A solid immersion lens approach using MO media pursued by Terastor in the United States promises at least 100 Gb/in 2 areal density. This technique relies on flying a small optical lens about 50 nm above the storage medium to achieve spot sizes smaller than the diffraction limit of light. Since the head is now lighter, this type of technology may lead to access times comparable with hard drives. Several Japanese companies are intrigued by the approach and are involved in Terastor's activities. Similar objectives are pursued by Quinta, a Seagate Company, where increasing amounts of optical technologies including optical fibers and fiber switches are used to reduce the size and weight of the head, which is non flying, but still placed quite near to the disk medium.

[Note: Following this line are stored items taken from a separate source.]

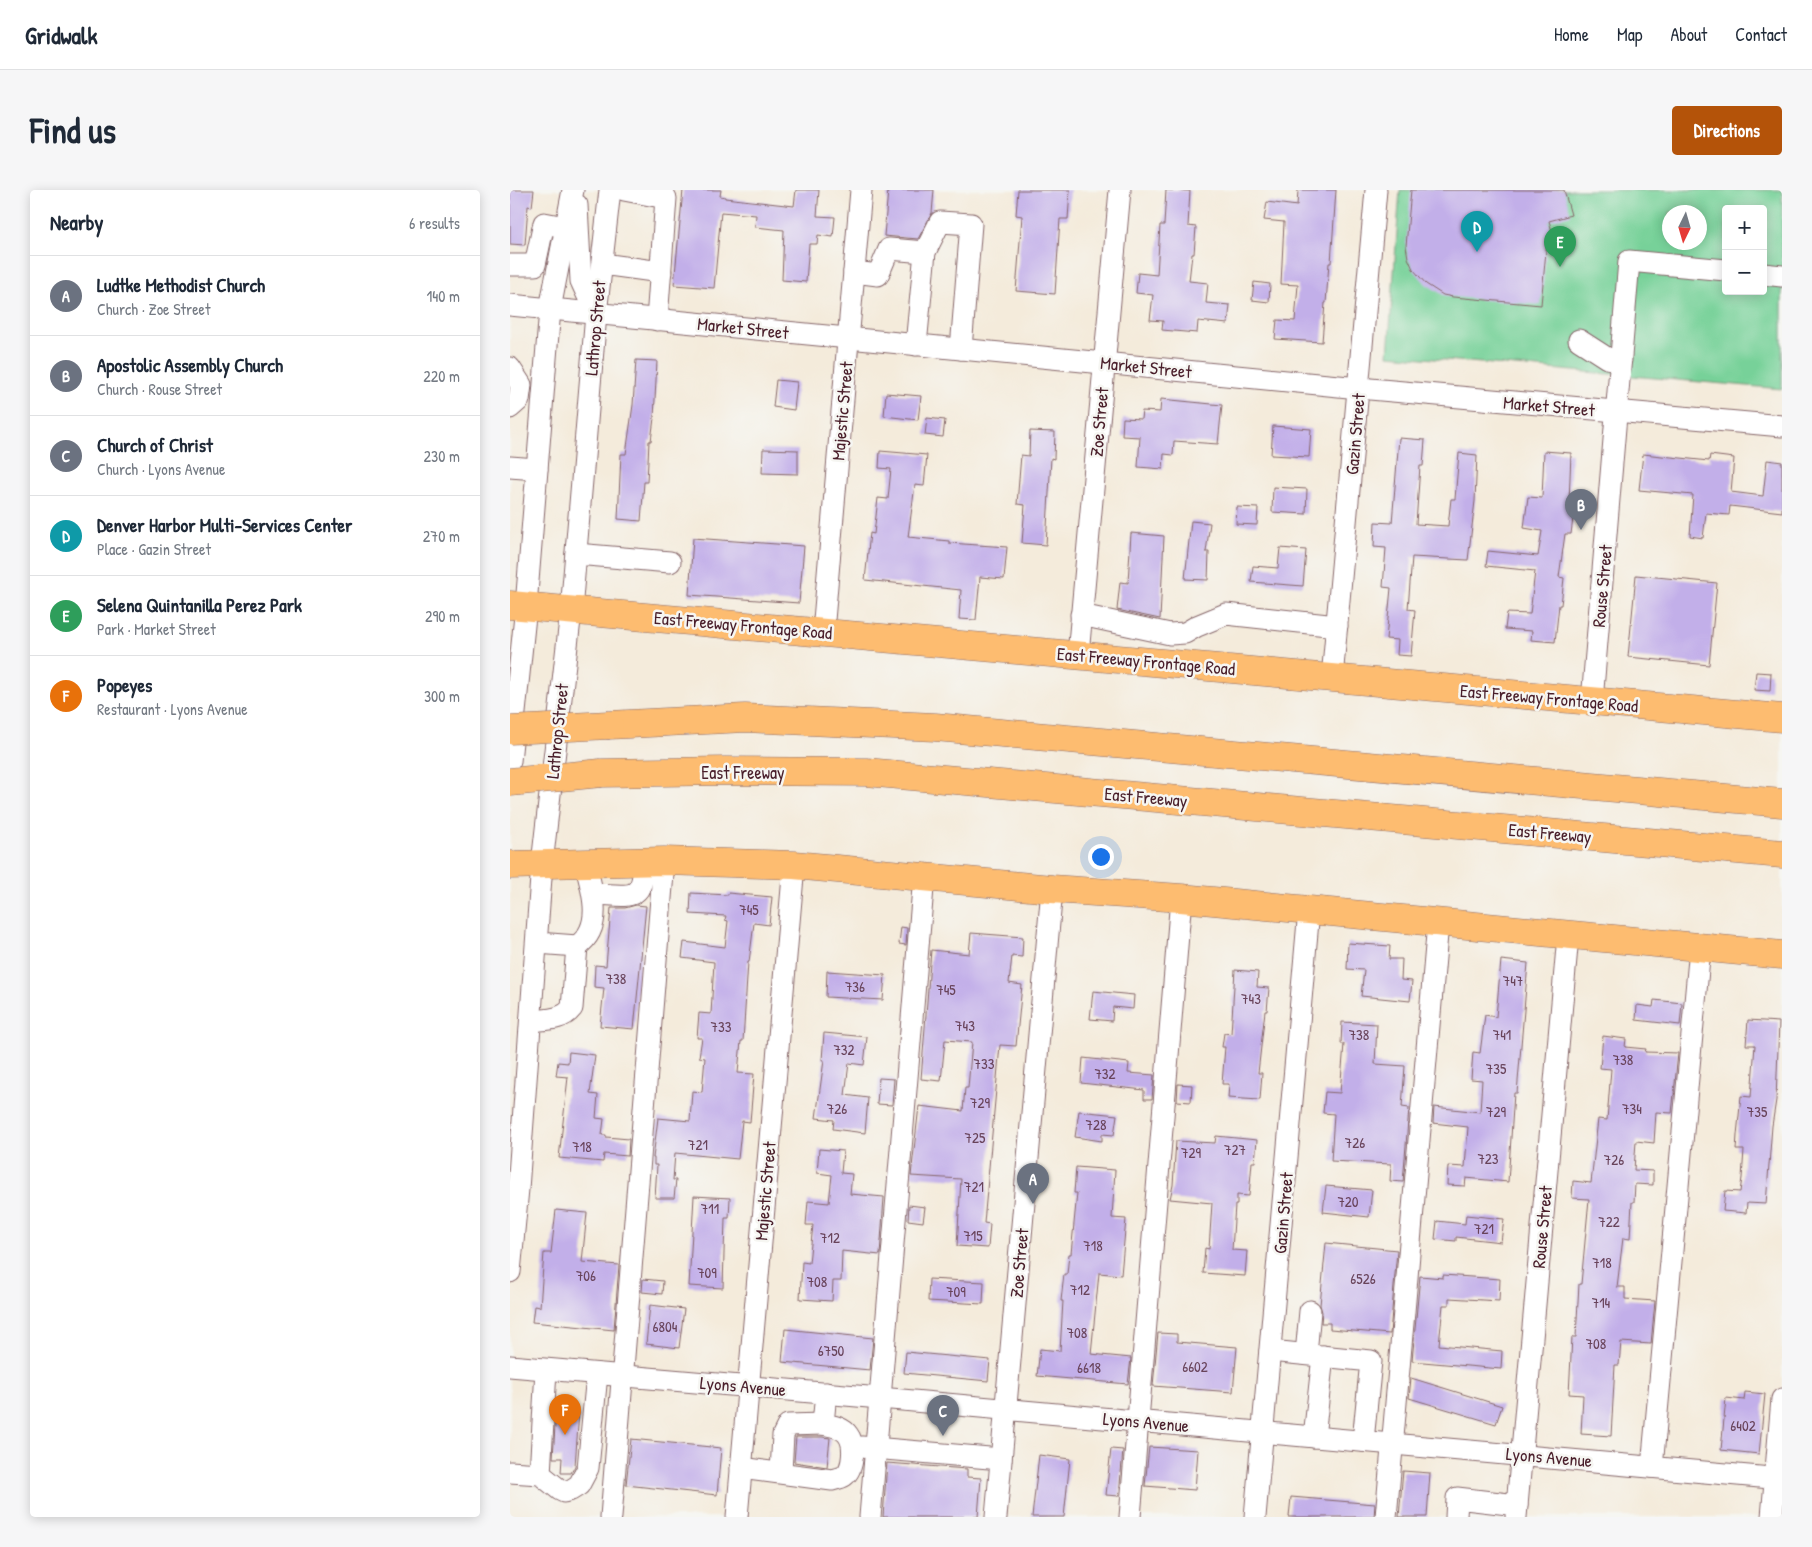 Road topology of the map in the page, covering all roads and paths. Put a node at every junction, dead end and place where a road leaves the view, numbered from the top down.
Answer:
1 (573, 190) edge
2 (577, 190) edge
3 (610, 190) edge
4 (624, 190) edge
5 (861, 190) edge
6 (1120, 190) edge
7 (1376, 190) edge
8 (565, 226) junction
9 (925, 252) junction
10 (602, 264) junction
11 (535, 265) junction
12 (510, 266) edge
13 (557, 266) junction
14 (1722, 270) edge
15 (661, 272) junction
16 (854, 272) junction
17 (1767, 274) edge
18 (1782, 276) edge
19 (510, 305) edge
20 (550, 309) junction
21 (596, 314) junction
22 (657, 320) junction
23 (848, 339) junction
24 (1579, 340) dead end
25 (916, 345) junction
26 (961, 350) junction
27 (1621, 360) junction
28 (1104, 363) junction
29 (510, 368) edge
30 (1359, 388) junction
31 (510, 408) edge
32 (1617, 412) junction
33 (1782, 426) edge
34 (510, 468) edge
35 (537, 469) junction
36 (576, 554) junction
37 (670, 562) dead end
38 (518, 605) edge
39 (571, 611) junction
40 (1081, 615) junction
41 (1336, 626) junction
42 (823, 632) junction
43 (1078, 655) junction
44 (1332, 678) junction
45 (1592, 701) junction
46 (1782, 718) edge
47 (510, 730) edge
48 (510, 761) edge
49 (510, 782) edge
50 (1782, 803) edge
51 (1782, 854) edge
52 (654, 862) junction
53 (585, 863) junction
54 (542, 864) junction
55 (510, 865) edge
56 (794, 865) junction
57 (924, 876) junction
58 (1052, 889) junction
59 (594, 894) junction
60 (1181, 898) junction
61 (1309, 910) junction
62 (1438, 923) junction
63 (1568, 936) junction
64 (537, 943) junction
65 (577, 946) junction
66 (1700, 948) junction
67 (1782, 955) edge
68 (531, 1021) junction
69 (514, 1188) edge
70 (510, 1272) edge
71 (1310, 1311) dead end
72 (1270, 1351) junction
73 (1314, 1355) junction
74 (510, 1366) edge
75 (546, 1370) junction
76 (597, 1374) junction
77 (621, 1376) junction
78 (748, 1386) junction
79 (826, 1393) junction
80 (880, 1398) junction
81 (1782, 1399) edge
82 (1006, 1410) junction
83 (1138, 1420) junction
84 (823, 1424) junction
85 (1263, 1432) junction
86 (1314, 1437) junction
87 (1363, 1441) junction
88 (1392, 1444) junction
89 (853, 1446) junction
90 (876, 1448) junction
91 (1522, 1455) junction
92 (1001, 1459) junction
93 (1652, 1467) junction
94 (741, 1468) junction
95 (510, 1472) edge
96 (781, 1472) junction
97 (540, 1474) junction
98 (1778, 1478) edge
99 (1517, 1511) edge
100 (611, 1517) edge
101 (737, 1517) edge
102 (870, 1517) edge
103 (996, 1517) edge
104 (1130, 1517) edge
105 (1255, 1517) edge
106 (1386, 1517) edge
107 (1456, 1517) edge
108 (1772, 1517) edge

1 - 8 street
2 - 21 street
3 - 10 street, Lathrop Street
4 - 15 street
5 - 16 street, Majestic Street
6 - 28 street, Zoe Street
7 - 30 street, Gazin Street
8 - 11 street
8 - 13 street
9 - 16 street
9 - 25 street
9 - 26 street
10 - 15 street
10 - 21 street, Lathrop Street
11 - 12 street
11 - 13 street
13 - 20 street
14 - 27 street, Rouse Street
15 - 22 street
16 - 23 street, Majestic Street
17 - 18 street
19 - 20 street, Market Street
20 - 21 street, Market Street
20 - 35 street
21 - 22 street, Market Street
21 - 36 street, Lathrop Street
22 - 23 street, Market Street
23 - 25 street, Market Street
23 - 42 street, Majestic Street
24 - 27 street
25 - 26 street, Market Street
26 - 28 street, Market Street
27 - 32 street, Rouse Street
28 - 30 street, Market Street
28 - 40 street, Zoe Street
29 - 31 street
30 - 32 street, Market Street
30 - 41 street, Gazin Street
32 - 33 street, Market Street
32 - 45 street, Rouse Street
34 - 35 street
35 - 38 street
36 - 37 street
36 - 39 street, Lathrop Street
38 - 39 main road, East Freeway Frontage Road
38 - 48 street
39 - 42 main road, East Freeway Frontage Road
39 - 54 street, Lathrop Street
40 - 41 street
40 - 43 street, Zoe Street
41 - 44 street, Gazin Street
42 - 43 main road, East Freeway Frontage Road
43 - 44 main road, East Freeway Frontage Road
44 - 45 main road, East Freeway Frontage Road
45 - 46 main road, East Freeway Frontage Road
47 - 50 main road, bridge
49 - 51 main road, East Freeway, bridge
52 - 53 main road
52 - 56 main road
52 - 59 street
52 - 77 street
53 - 54 main road
53 - 59 street
54 - 55 main road
54 - 64 street, Lathrop Street
56 - 57 main road
56 - 78 street, Majestic Street
57 - 58 main road
57 - 80 street
58 - 60 main road
58 - 82 street, Zoe Street
59 - 65 street
60 - 61 main road
60 - 83 street
61 - 62 main road
61 - 72 street, Gazin Street
62 - 63 main road
62 - 88 street
63 - 66 main road
63 - 91 street, Rouse Street
64 - 65 street
64 - 68 street, Lathrop Street
65 - 68 street
66 - 67 main road
66 - 93 street
68 - 69 street, Lathrop Street
69 - 70 street, Lathrop Street
71 - 73 street
72 - 73 street
72 - 85 street, Gazin Street
73 - 86 street
73 - 87 street
74 - 75 street, Lyons Avenue
75 - 76 street, Lyons Avenue
75 - 97 street
76 - 77 street, Lyons Avenue
76 - 97 street
77 - 78 street, Lyons Avenue
77 - 100 street
78 - 79 street, Lyons Avenue
78 - 94 street, Majestic Street
79 - 80 street, Lyons Avenue
79 - 84 street
80 - 82 street, Lyons Avenue
80 - 90 street
81 - 98 street
82 - 83 street, Lyons Avenue
82 - 92 street, Zoe Street
83 - 85 street, Lyons Avenue
83 - 104 street
84 - 89 street
84 - 96 street
85 - 86 street, Lyons Avenue
85 - 105 street, Gazin Street
86 - 87 street, Lyons Avenue
87 - 88 street, Lyons Avenue
88 - 91 street, Lyons Avenue
88 - 106 street
89 - 90 street
89 - 96 street
90 - 92 street
90 - 102 street
91 - 93 street, Lyons Avenue
91 - 99 street, Rouse Street
92 - 103 street, Zoe Street
93 - 98 street, Lyons Avenue
94 - 96 street
94 - 101 street, Majestic Street
95 - 97 street
98 - 108 street
99 - 107 street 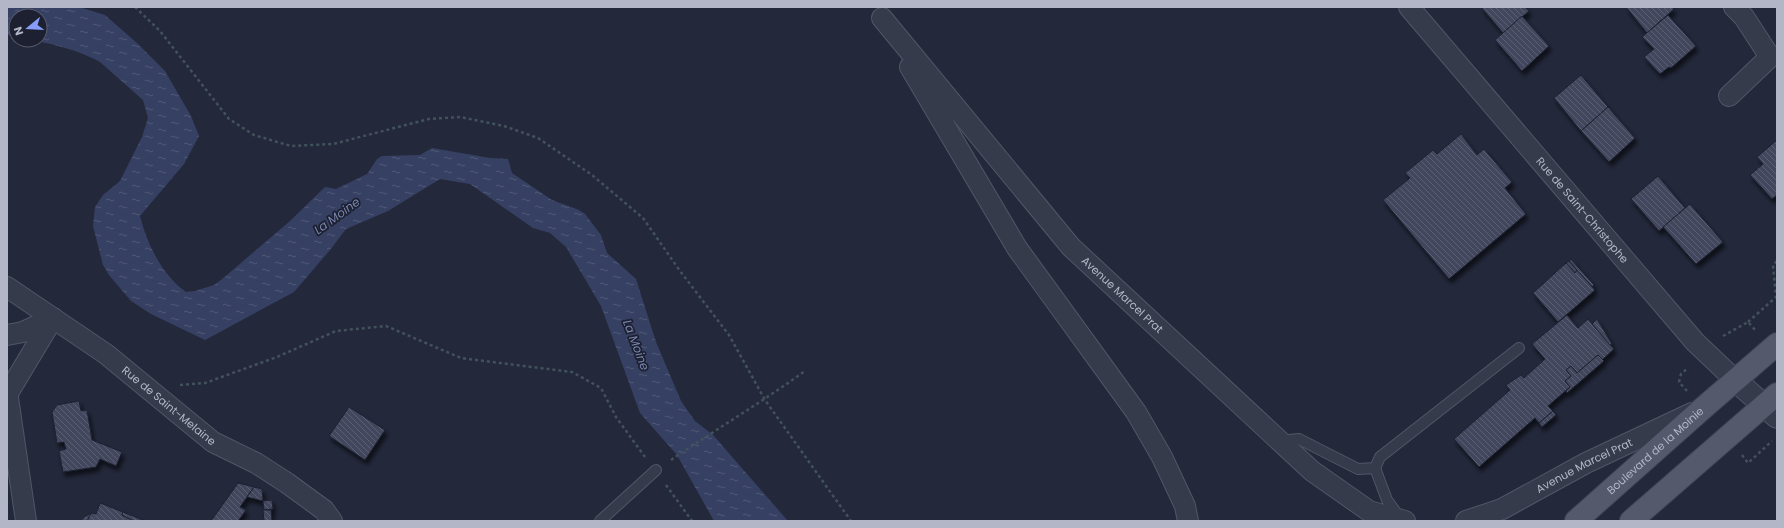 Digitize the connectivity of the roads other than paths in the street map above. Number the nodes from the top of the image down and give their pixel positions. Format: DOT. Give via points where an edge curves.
graph roads {
  1 [pos="1408,7"];
  2 [pos="1744,10"];
  3 [pos="879,13"];
  4 [pos="1729,96"];
  5 [pos="7,287"];
  6 [pos="53,318"];
  7 [pos="7,335"];
  8 [pos="1777,344"];
  9 [pos="1519,348"];
  10 [pos="1735,380"];
  11 [pos="7,392"];
  12 [pos="1773,406"];
  13 [pos="1702,409"];
  14 [pos="1279,441"];
  15 [pos="1375,468"];
  16 [pos="656,470"];
  17 [pos="1403,520"];
  18 [pos="26,521"];
  19 [pos="332,521"];
  20 [pos="600,521"];
  21 [pos="1188,521"];
  22 [pos="1466,521"];
  23 [pos="1576,521"];
  24 [pos="1631,521"];
  1 -- 10 [label="street, Rue de Saint-Christophe" via="1695,342"];
  2 -- 4 [label="street" via="1770,57"];
  3 -- 14 [label="street, Avenue Marcel Prat" via="1071,247"];
  3 -- 21 [label="street, Avenue Marcel Prat" via="1017,248 1136,412 1162,457 1185,506"];
  5 -- 6 [label="street, Rue de Saint-Melaine"];
  6 -- 7 [label="street" via="23,332"];
  6 -- 11 [label="street"];
  6 -- 19 [label="street, Rue de Saint-Melaine" via="106,354 213,442 256,463 287,483 324,510"];
  8 -- 10 [label="main road, Boulevard de la Moinie"];
  9 -- 15 [label="lane" via="1380,457"];
  10 -- 12 [label="street, Rue de Saint-Christophe"];
  10 -- 13 [label="main road, Boulevard de la Moinie"];
  11 -- 18 [label="street"];
  12 -- 24 [label="main road"];
  13 -- 22 [label="street, Avenue Marcel Prat" via="1586,463 1502,509"];
  13 -- 23 [label="main road, Boulevard de la Moinie"];
  14 -- 15 [label="lane" via="1300,439 1358,469"];
  14 -- 17 [label="street, Avenue Marcel Prat" via="1312,471 1369,511"];
  15 -- 17 [label="lane" via="1387,500"];
  16 -- 20 [label="lane"];
}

Multi layer storage is pursued both in Japan and the United States. In Japan the effort concentrates on increasing the number of storage layers in a PC based DVD disk. Some researchers also envision adapting multi layer recording to MO media by simultaneously reading and computing the data on several layers. Both approaches, however, have limited scalability in the number of layers. In the United States, Call/Recall, Inc. is using a fluorescent disk medium to record and read hundreds of layers. Also in the United States, significant effort is being put into developing holographic storage, aiming for areal densities exceeding 100 Gb/in 2 . Companies both in the United States and Japan are exploring the use of parallel heads to speed up data transfer rates. Finally, both in Japan and in the United States, optically assisted probe techniques are being explored to achieve areal densities beyond a Tb/in 2 . In summary, a fast growing removable data storage market governed by optical storage has resulted from substantial progress that has been made in optical disk storage techniques. These advances have come through a combination of laser wavelength reduction, increases in the objective lens numerical aperture, better crosstalk management, and coding improvements under the constant pull of new applications. Undoubtedly, emerging applications will pull optical storage techniques to reach new performance levels. There is room for advances in storage capacity, as transitions to blue lasers, near field optical recording, and multi layer systems will occur.